LOOK around Europe, and one leader stands above all the rest: Angela Merkel. In France François Hollande has given up the pretence that his country leads the continent. David Cameron, triumphantly re-elected, is turning Britain into little England. Matteo Renzi is preoccupied with Italy’s comatose economy.  

By contrast, in her ten years in office, Mrs Merkel has grown taller with every upheaval. In the debt crisis, she began as a ditherer but in the end held the euro zone together; over Ukraine, she corralled Europeans into imposing sanctions on Russia (its president, Vladimir Putin, thinks she is the only European leader worth talking to); and over migration she has boldly upheld European values, almost alone in her commitment to welcoming refugees.

It has become fashionable to see this as a progression from prudence and predominance to rashness and calamity. Critics assert that, with her welcoming attitude to asylum-seekers, Mrs Merkel has caused a flood that will both wreck Europe and, long before, also bring about her own political demise. Both arguments are wrong, as well as profoundly unfair. Mrs Merkel is more formidable than many assume. And that is just as well: given the European Union’s many challenges, she is more than ever the indispensable European.

Why Mutti matters
 
Mrs Merkel’s predominance in part reflects the importance of Germany—the EU’s largest economy and its mightiest exporter, with sound public finances and historically low unemployment. She is also the longest-serving leader in the EU.


Her personal qualities count for much, too. She has defended Germany’s interests without losing sight of Europe’s; she has risked German money to save the euro, while keeping sceptical Germans onside; and she has earned the respect of her fellow leaders even after bruising fights with them.

Most impressively (and alone among centre-right leaders in Europe), she has done this without pandering to anti-EU and anti-immigrant populists. For all the EU’s flaws, she does not treat it as a punchbag, but rather as a pillar of peace and prosperity.

Mrs Merkel is far from perfect. She is not given to great oratory or grand visions. She can be both a political chameleon who adopts left-wing policies to occupy the centre-ground, and a scorpion who quietly eliminates potential rivals. Her natural caution has given rise to a German neologism, merkeln (“to merkel”, or put off big decisions). Her timidity in handling the euro’s woes deepened the crisis unnecessarily; she has spurned the risk-sharing that the euro area needs to thrive.

Ironically it is boldness, not timidity, that has brought Mrs Merkel the greatest challenge of her time in office. Her staunch refusal to place an upper limit on the number of refugees that Germany can absorb has caused growing consternation at home and criticism abroad. As German municipalities protest, her political allies are denouncing her and eastern European countries are accusing her of “moral imperialism”. With Willkommenskultur fading, there is even talk of her losing power.

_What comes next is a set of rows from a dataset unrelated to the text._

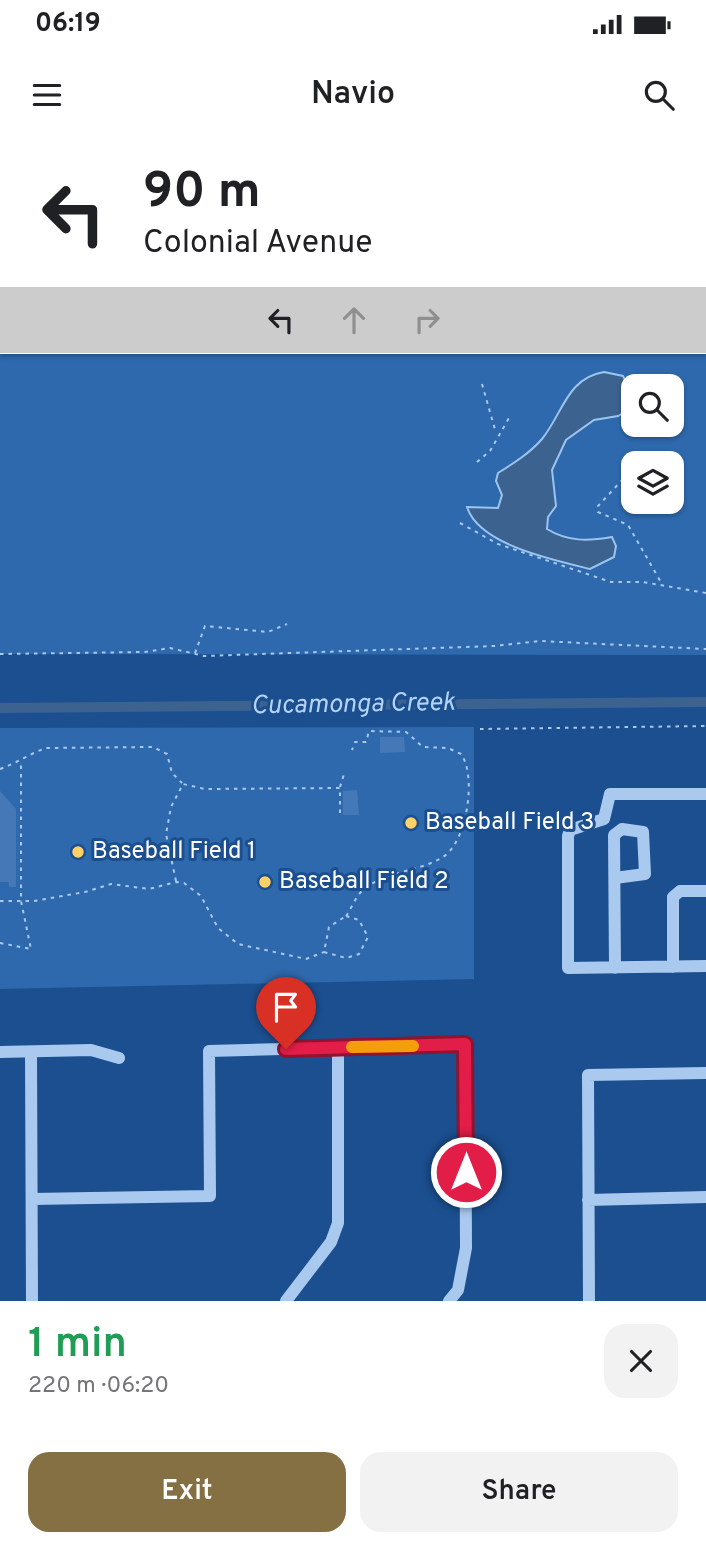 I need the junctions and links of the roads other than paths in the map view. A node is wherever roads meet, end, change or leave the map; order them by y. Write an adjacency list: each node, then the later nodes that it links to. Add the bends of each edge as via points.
1 (706, 794): 6 (street, via 614,793 606,800 604,819 570,830 568,968)
2 (615, 878): 6 (street)
3 (706, 891): 5 (street, via 680,891 673,897)
4 (706, 966): 5 (street)
5 (673, 967): 6 (street)
6 (615, 968)
7 (338, 1048): 13 (street, via 209,1051 210,1196); 16 (street, via 338,1223 331,1242); 17 (street, via 465,1044 466,1248 458,1290)
8 (0, 1052): 9 (street)
9 (31, 1052): 10 (street, via 91,1050); 13 (street)
10 (118, 1058)
11 (706, 1073): 14 (street, via 588,1075)
12 (706, 1197): 14 (street)
13 (32, 1199): 15 (street)
14 (588, 1200): 18 (street)
15 (32, 1301)
16 (286, 1301)
17 (449, 1301)
18 (589, 1301) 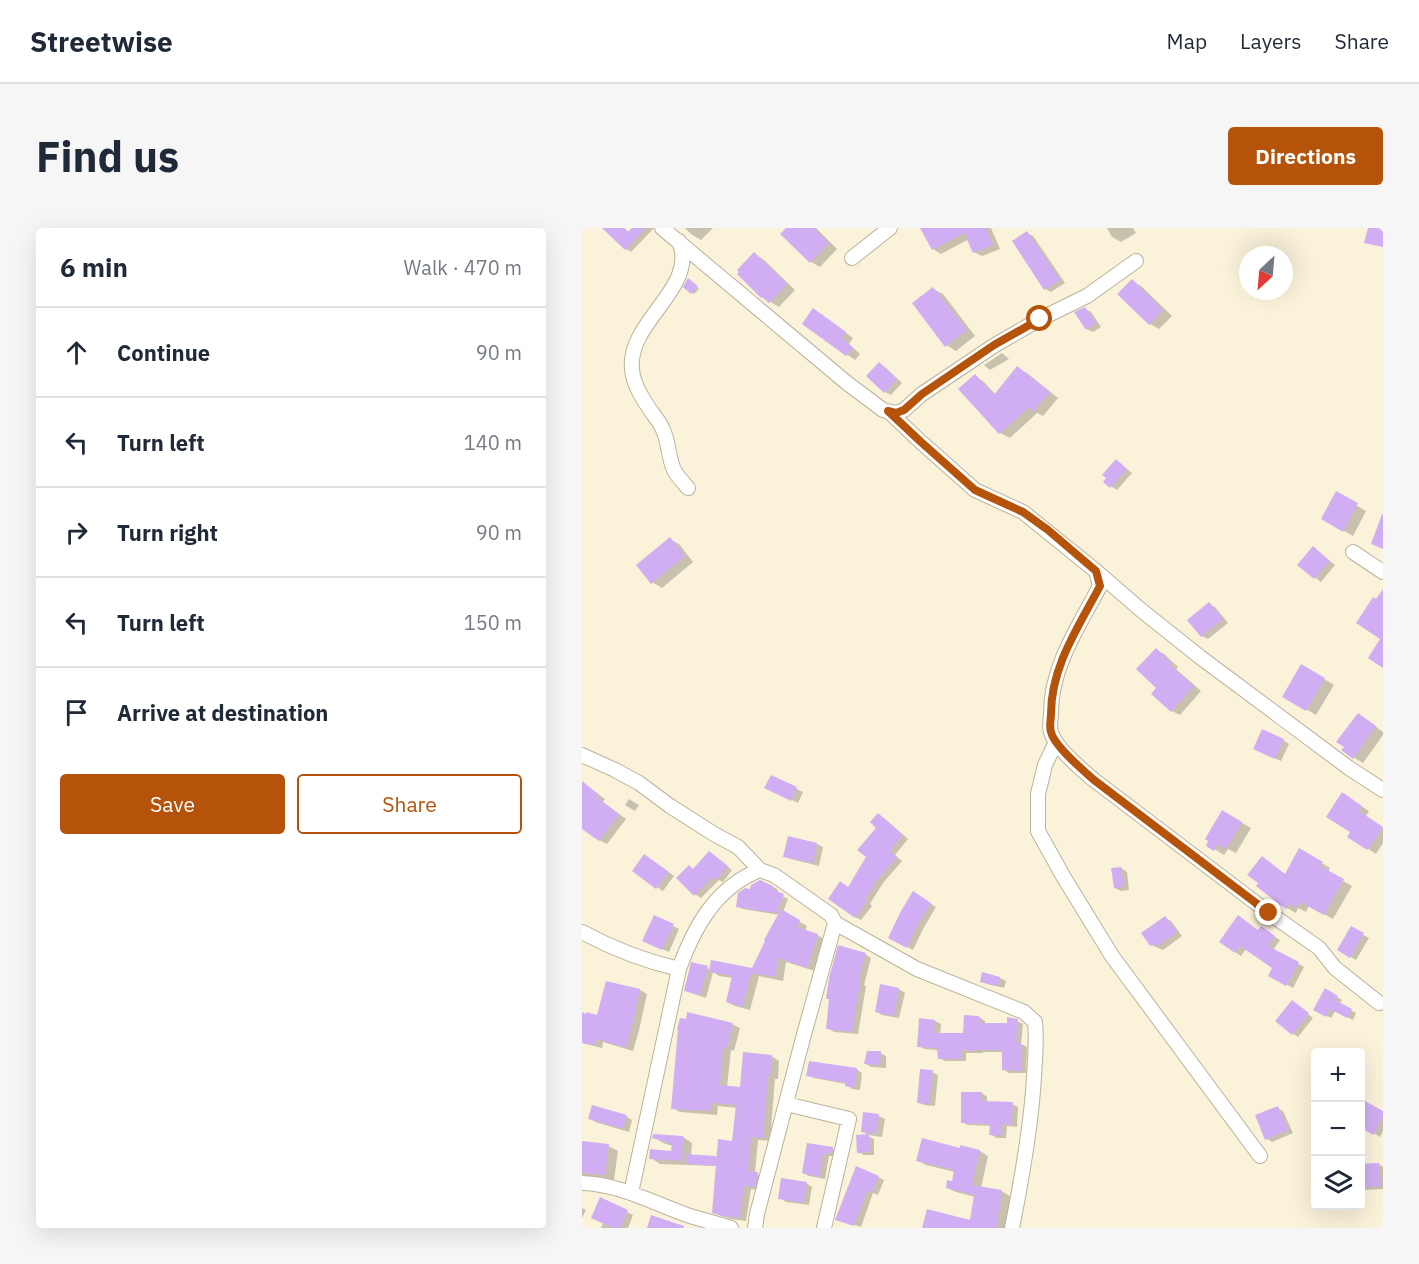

The doubts are overblown. Critics are wrong to assume that Mrs Merkel is about to be toppled.

Grumbling aside, she remains the dominant figure of her Christian Democratic Union (CDU). A recent poll found that 82% of CDU members approve of her leadership and 81% want her to run for a fourth term as chancellor at the election due in 2017. The electoral maths favours another CDU-led government. Mrs Merkel is unlikely to go unless she chooses to.

And the naysayers are wrong to suggest she has lost her way on migration. Quite the opposite. During the crisis the Lutheran pastor’s daughter has found a forceful political and moral calling. Mrs Merkel did not cause the onrush of migrants, as her critics maintain. The migrants were coming anyway: she acted to avert a humanitarian disaster. Fences will not hold back the flow. Mrs Merkel can neither stop the wars that drive people out of their homes nor set the policies of the countries they pass through. Her critics offer no plausible alternative. Short of overturning international and European law, and watching refugees drown or die of exposure, EU countries must process the claims of asylum-seekers. The question is: will the process be orderly or chaotic?

Under Mrs Merkel, a four-part policy is taking shape: unapologetically absorb refugees at home; share the burden across Europe and beyond; strengthen controls and the processing of asylum-seekers at Europe’s external borders; and negotiate with transit countries.

This approach is principled and, in the long run, it is the only one that can work. Of course it comes with drawbacks and risks. There are likely to be less-than-principled deals, particularly with Turkey: turning a blind eye to the erosion of civil liberties and the disturbing election victory of President Recep Tayyip Erdogan’s ruling Justice and Development (AK) party, and other concessions, in the hope that he will agree to act as Europe’s gatekeeper.

And there is no denying that the mass influx of refugees is aggravating many of Europe’s other looming problems: it is fraying relations between Germany and eastern European countries just when solidarity is vital to contain Russia’s aggression; it is adding to the burdens of Greece, already crushed by years of austerity and never far from leaving the euro; it is bringing Brexit from the EU closer, too, by giving voters more reasons to leave in Mr Cameron’s promised in/out referendum; and it is stoking populism everywhere.

Stormy weather
 
This is Europe’s biggest crisis in a generation. If integration once seemed inexorable, the pressing question now is how to stop the EU from fraying. Mrs Merkel did not cause this grim reality, but she is the continent’s best hope for dealing with it. It is in Europe’s best interests to help the chancellor rather than leave her to confront the crisis alone. After a decade in power, politicians usually retire, lose touch or are overthrown. But, without Mrs Merkel, it is hard to see Europe mastering its destructive forces.